The ultimate objective of the project is to demonstrate the functionality of an innovative radioprotection filter obtained by the combination of a biocompatible thermoplastic resin and a metallic shielding material for use in the operational environment. Thanks to the scientific partnership with the University of Trento, several tests will be conducted to assess any risks before clinical use becomes possible at the end of clinical trial process.

RESULTS

The project will create an innovative radioprotection filter from the combination of an innovative raw material as a biocompatible thermoplastic resin and a metallic shielding material with the use of a 3D printing system.

ABSTRACT

Therapy (IORT) technology is based on the emission of high-energy electron beams for post-operative cancer treatment. This technology is usually used in combination with traditional surgical techniques. The treatment, based on the emission of high-energy electron beams, applies the use of implanted filters to protect the underlying internal organs during the 20 minutes of radiation therapy.

The filters available on the market today are produced by combining Plexiglas and copper discs that are wound in a sterile sheath. This product is not autoclavable, fragile and asymmetric.

The intent of the project is to use new materials produced by using the 3D printing system, to realise autoclavable filters, which are particularly resistant, symmetric and simple to implant. These qualities, along with the reduction in irradiation times (which means lower doses of radiation to patient), cost reduction and transportability, will ensure the use of IORT technology over traditional radiotherapy.

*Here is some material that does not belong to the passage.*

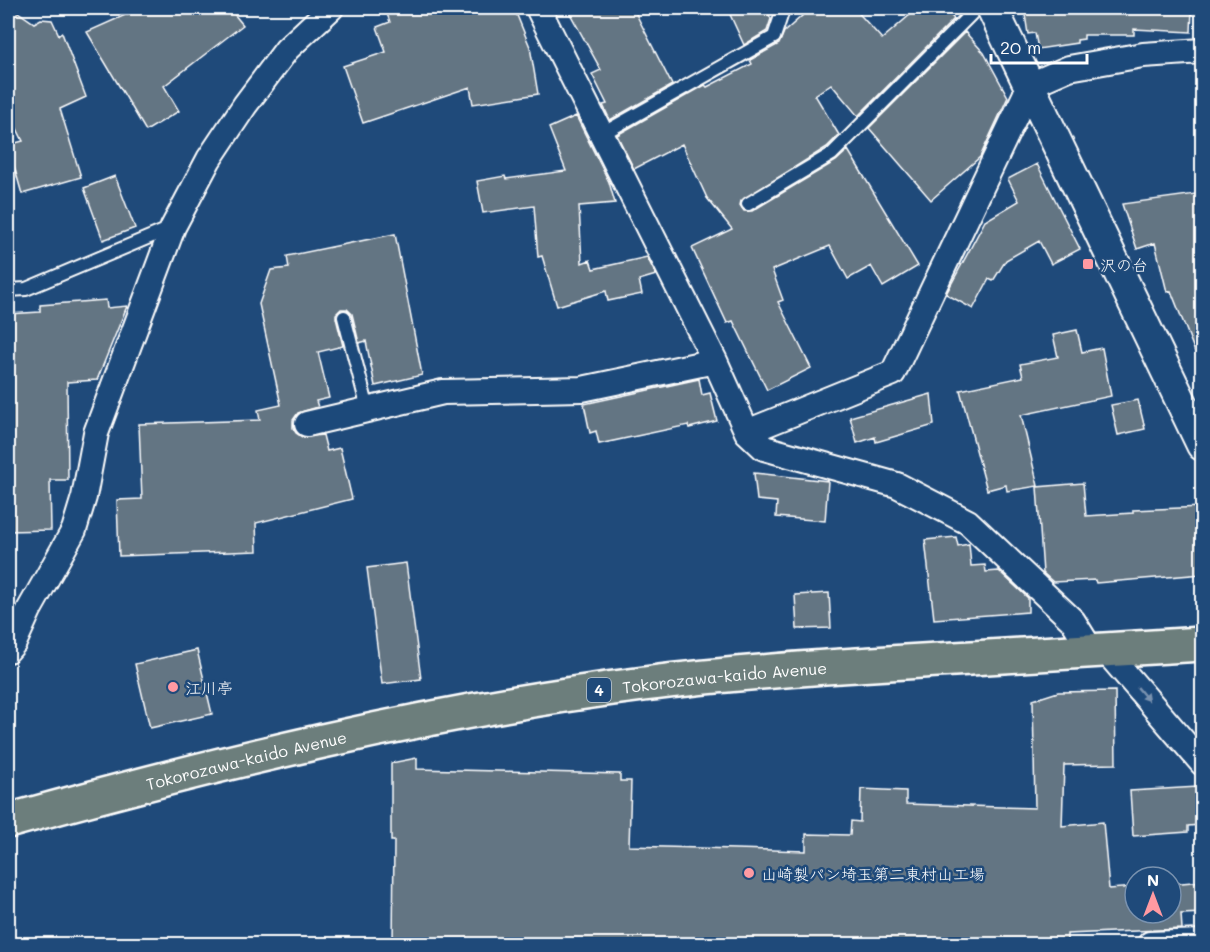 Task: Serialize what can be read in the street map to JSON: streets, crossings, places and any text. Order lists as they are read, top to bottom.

This innovative system will ensure a better therapy, which is more focused on the main treatment and has less of a negative impact on the patient. The filters, produced with the state-of-the-art system, will be able to be used 10 times longer than the current filters and will not require a sterile sheath. Because the new filters will be reusable and result in reducing production costs, they will have a positive effect on the cost of therapy and add to environmental conservation by reducing hospital waste.

The final project objective is to demonstrate the functionality of this innovative radioprotection filter, obtained by the combination of a biocompatible thermoplastic resin and a metallic shielding material designed for the operational environment.

The project aims to achieve the 7th level on the Technology Readiness Level (TRL) scale by demonstrating the validity of this innovative filter. To realise this goal, the University of Trento will be involved as the scientific partner. This operative test requires a theoretical and instrumental preliminary confirmation in the suitably equipped laboratory of university to support the risk analysis for clinical use of the filter.

The analytic identification of risk factors will support the decision-making process, allowing the research team to decide between the full demonstration procedure on a patient-simulated mannequin or a complete therapy session performed on a controlled sample of volunteers which will be supported by clinical follow up, as described in the experimental procedures defined by the University of Trento.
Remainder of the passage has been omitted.